Super-chaussures : “Innovation, pas triche” Coe trace la ligne rouge de l’innovation en athlétisme
Le monde de l’athlétisme tremble sous l’assaut des super-chaussures, ces armes technologiques bardées de plaques en carbone, mousses réactives et designs aérodynamiques. Ainsi, capables d’améliorer l’économie de course de 4%, elles pulvérisent les records –
Mais au risque d’une injustice criante, Sebastian Coe, président de World Athletics, trace la ligne rouge : innover oui, tricher jamais.
“Ne pas étouffer l’innovation, c’est l’ADN du sport”, martèle Coe, tout en imposant des garde-fous intransigeants. La réglementation 2020-2026 est claire : semelles limitées à 40 mm maximum, une seule plaque en carbone par chaussure, et contrôles de rigidité pour bloquer toute restitution d’énergie excessive. “C’est la ligne rouge entre progrès et tricherie”, insiste-t-il.

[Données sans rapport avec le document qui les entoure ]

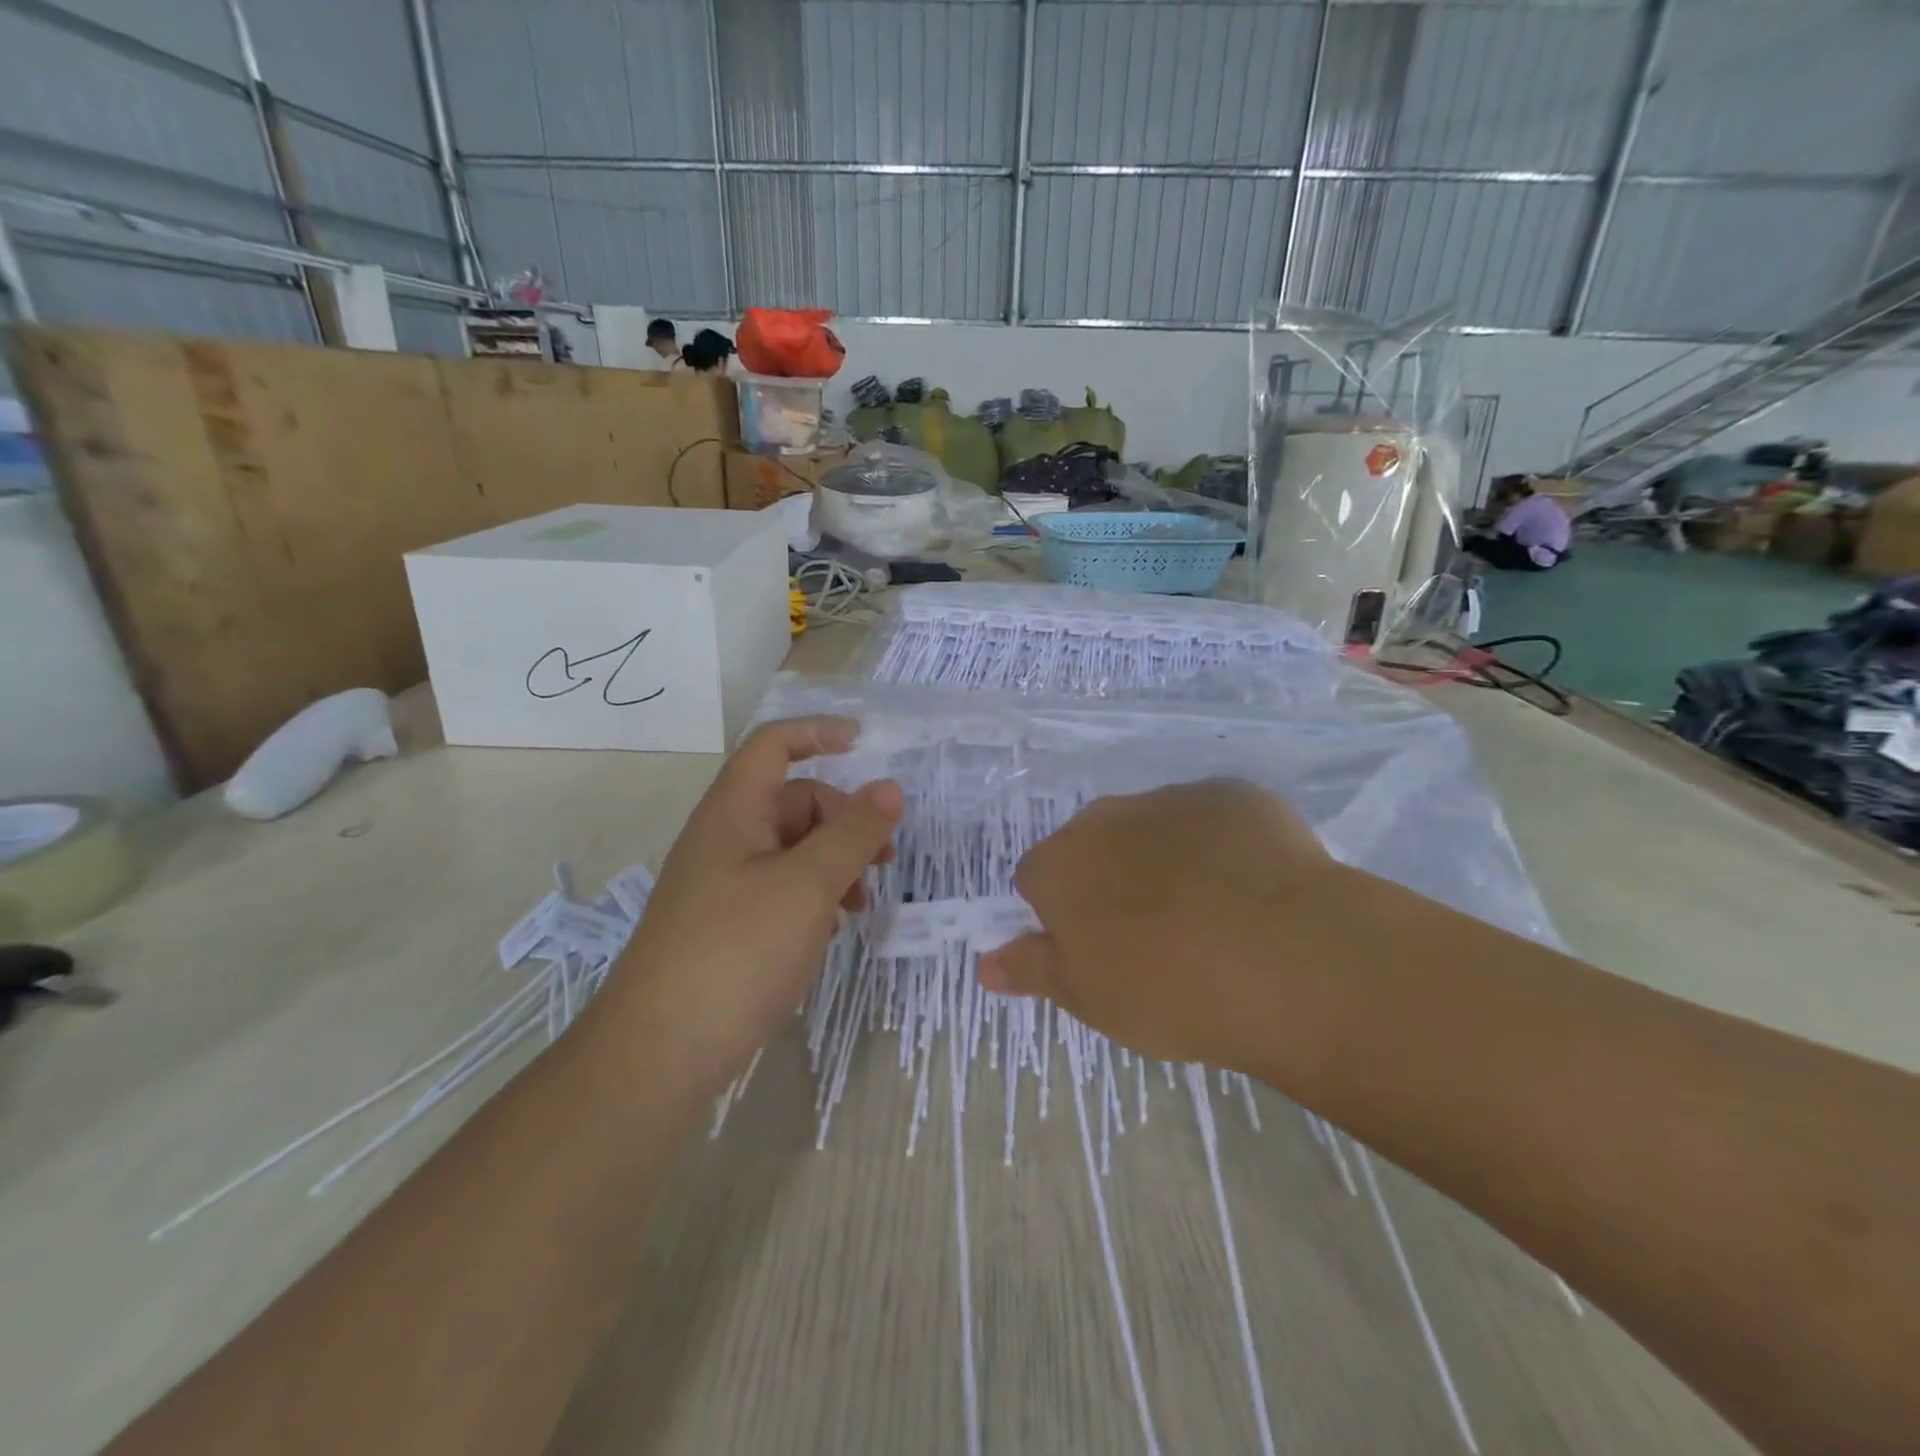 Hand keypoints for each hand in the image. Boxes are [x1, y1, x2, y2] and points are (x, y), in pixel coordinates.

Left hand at [607, 717, 901, 1092]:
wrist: (659, 1053)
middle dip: (844, 817)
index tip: (866, 744)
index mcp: (734, 812)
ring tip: (862, 902)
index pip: (774, 746)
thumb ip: (852, 834)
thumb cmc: (736, 952)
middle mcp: (726, 839)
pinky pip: (782, 889)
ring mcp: (726, 885)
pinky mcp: (730, 926)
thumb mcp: (806, 886)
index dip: (818, 733)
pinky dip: (815, 896)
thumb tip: (890, 789)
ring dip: (835, 862)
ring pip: (793, 849)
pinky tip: (831, 929)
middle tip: (883, 856)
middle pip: (794, 801)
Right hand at [978, 780, 1336, 1069]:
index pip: (1037, 879)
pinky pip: (1213, 820)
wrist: (1282, 956)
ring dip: (1166, 860)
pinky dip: (1221, 847)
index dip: (1062, 915)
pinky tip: (1253, 890)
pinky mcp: (1233, 796)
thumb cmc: (1166, 987)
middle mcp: (1105, 817)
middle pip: (1094, 845)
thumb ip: (1032, 968)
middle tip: (1153, 937)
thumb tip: (985, 963)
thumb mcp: (1087, 996)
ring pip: (1153, 829)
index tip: (1096, 950)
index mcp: (1060, 863)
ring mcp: (1172, 799)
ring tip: (1211, 916)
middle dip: (1111, 880) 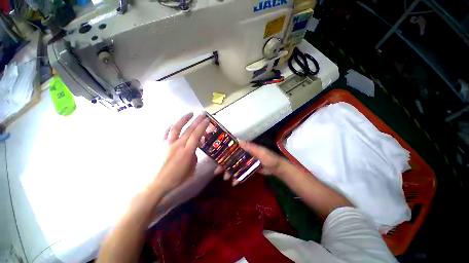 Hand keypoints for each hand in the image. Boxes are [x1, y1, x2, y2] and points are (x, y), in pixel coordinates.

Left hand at [154, 112, 209, 193]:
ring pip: (176, 127)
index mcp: (186, 153)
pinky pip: (165, 132)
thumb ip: (194, 157)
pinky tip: (175, 123)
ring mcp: (167, 144)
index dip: (202, 126)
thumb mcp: (190, 170)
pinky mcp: (159, 145)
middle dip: (197, 120)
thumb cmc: (175, 180)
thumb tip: (193, 149)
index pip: (196, 135)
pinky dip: (171, 126)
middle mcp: (177, 145)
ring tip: (190, 113)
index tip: (207, 119)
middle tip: (202, 113)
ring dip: (184, 119)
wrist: (154, 184)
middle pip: (189, 129)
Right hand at [214, 141, 286, 184]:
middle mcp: (244, 155)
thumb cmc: (269, 157)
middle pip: (232, 160)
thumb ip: (250, 147)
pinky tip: (234, 183)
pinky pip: (241, 174)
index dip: (225, 154)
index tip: (217, 158)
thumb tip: (237, 141)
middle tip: (217, 172)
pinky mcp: (248, 170)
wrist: (277, 168)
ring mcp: (246, 163)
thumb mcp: (260, 151)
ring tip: (225, 178)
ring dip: (229, 173)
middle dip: (224, 165)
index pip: (233, 150)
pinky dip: (237, 178)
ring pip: (235, 167)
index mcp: (246, 149) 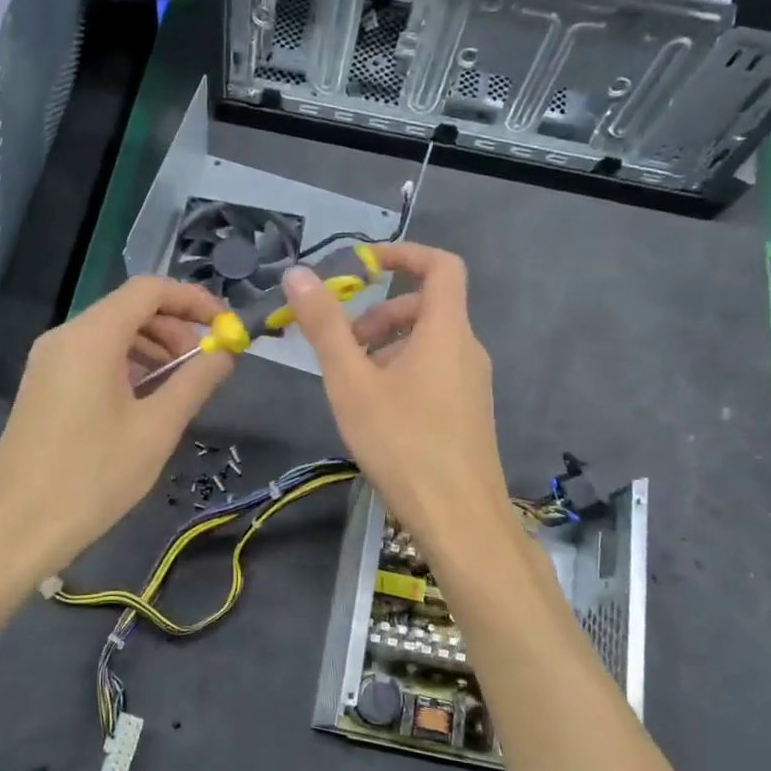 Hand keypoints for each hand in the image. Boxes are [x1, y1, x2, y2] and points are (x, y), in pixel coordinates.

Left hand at [0, 276, 232, 576]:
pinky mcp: (43, 386)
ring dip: (153, 349)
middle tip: (207, 365)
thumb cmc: (92, 477)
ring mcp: (48, 361)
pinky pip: (93, 357)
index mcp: (92, 337)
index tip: (227, 329)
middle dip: (176, 328)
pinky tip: (146, 402)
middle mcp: (65, 336)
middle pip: (129, 308)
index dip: (194, 301)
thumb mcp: (156, 429)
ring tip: (181, 387)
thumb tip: (226, 353)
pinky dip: (128, 366)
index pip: (150, 290)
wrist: (16, 528)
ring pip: (111, 333)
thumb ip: (195, 382)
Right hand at [284, 244, 511, 551]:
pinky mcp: (469, 412)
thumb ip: (325, 326)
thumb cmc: (403, 443)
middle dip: (380, 313)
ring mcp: (472, 383)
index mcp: (446, 331)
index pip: (440, 266)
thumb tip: (298, 274)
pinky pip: (435, 371)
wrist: (459, 517)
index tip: (363, 264)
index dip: (403, 253)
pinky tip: (377, 412)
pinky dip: (403, 371)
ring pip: (428, 343)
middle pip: (427, 307)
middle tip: (344, 345)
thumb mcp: (352, 383)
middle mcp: (467, 349)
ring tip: (352, 384)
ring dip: (387, 347) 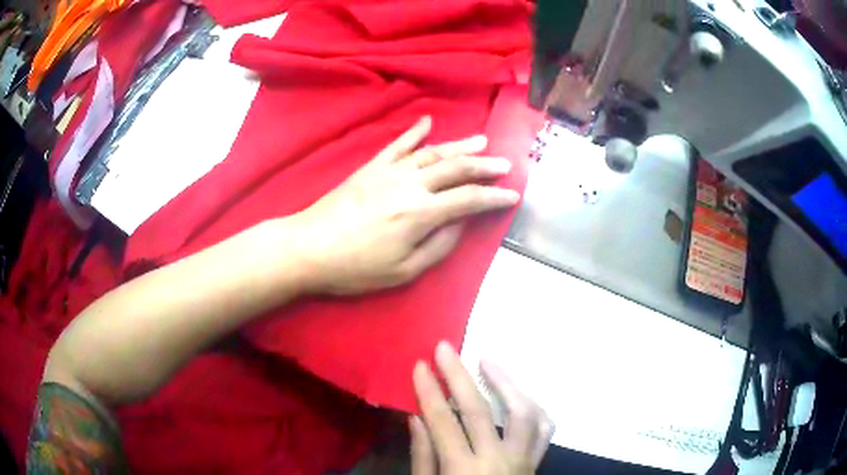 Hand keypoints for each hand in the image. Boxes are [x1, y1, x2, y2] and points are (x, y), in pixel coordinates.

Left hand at [290, 116, 519, 294]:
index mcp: (421, 214)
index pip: (469, 199)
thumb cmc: (356, 267)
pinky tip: (428, 122)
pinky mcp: (371, 167)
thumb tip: (462, 224)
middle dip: (484, 166)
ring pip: (432, 152)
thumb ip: (439, 245)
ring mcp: (389, 171)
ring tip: (481, 142)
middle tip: (505, 165)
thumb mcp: (404, 271)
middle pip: (456, 168)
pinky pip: (398, 145)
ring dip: (460, 146)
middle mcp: (410, 185)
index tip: (513, 195)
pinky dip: (415, 132)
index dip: (494, 197)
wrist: (309, 247)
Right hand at [411, 342, 553, 474]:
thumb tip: (418, 417)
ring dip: (505, 383)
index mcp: (464, 470)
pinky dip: (534, 407)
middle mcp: (498, 460)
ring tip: (487, 362)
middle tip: (445, 348)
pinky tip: (520, 395)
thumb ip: (423, 456)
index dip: (429, 391)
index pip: (444, 422)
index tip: (421, 365)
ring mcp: (522, 459)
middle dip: (458, 376)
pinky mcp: (536, 461)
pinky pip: (544, 428)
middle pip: (479, 410)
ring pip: (522, 412)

Pour Coe, la performance reste fondamentalement humaine : entraînements titanesques (jusqu’à 80 000 km pour les élites), VO₂ max flirtant avec 80 ml/kg/min, et mental d’acier priment sur la tech. World Athletics collabore d’ailleurs avec Nike, Adidas et Asics pour encadrer les futures innovations, comme les amortis adaptatifs à intelligence artificielle.
Sur le bitume, les marathons en attestent. À Londres, Sebastian Sawe a ébloui avec les Adidas Adizero Adios Pro Evo 2 (138 g, plaque carbone et mousse Lightstrike Pro), talonné par Tigst Assefa et Yomif Kejelcha en Nike Alphafly 3, optimisées pour un rebond propulsif. Mais à 450-550 euros la paire, l’accessibilité pose question, creusant les écarts financiers.
Les critiques fusent : l’athlétisme virerait-il à la course d’ingénieurs ? Eliud Kipchoge tempère : “C’est un allié, pas un raccourci.” Coe, lui, a tracé la ligne : la tech booste, mais ne remplace pas l’humain. Reste à voir si elle respectera cette frontière.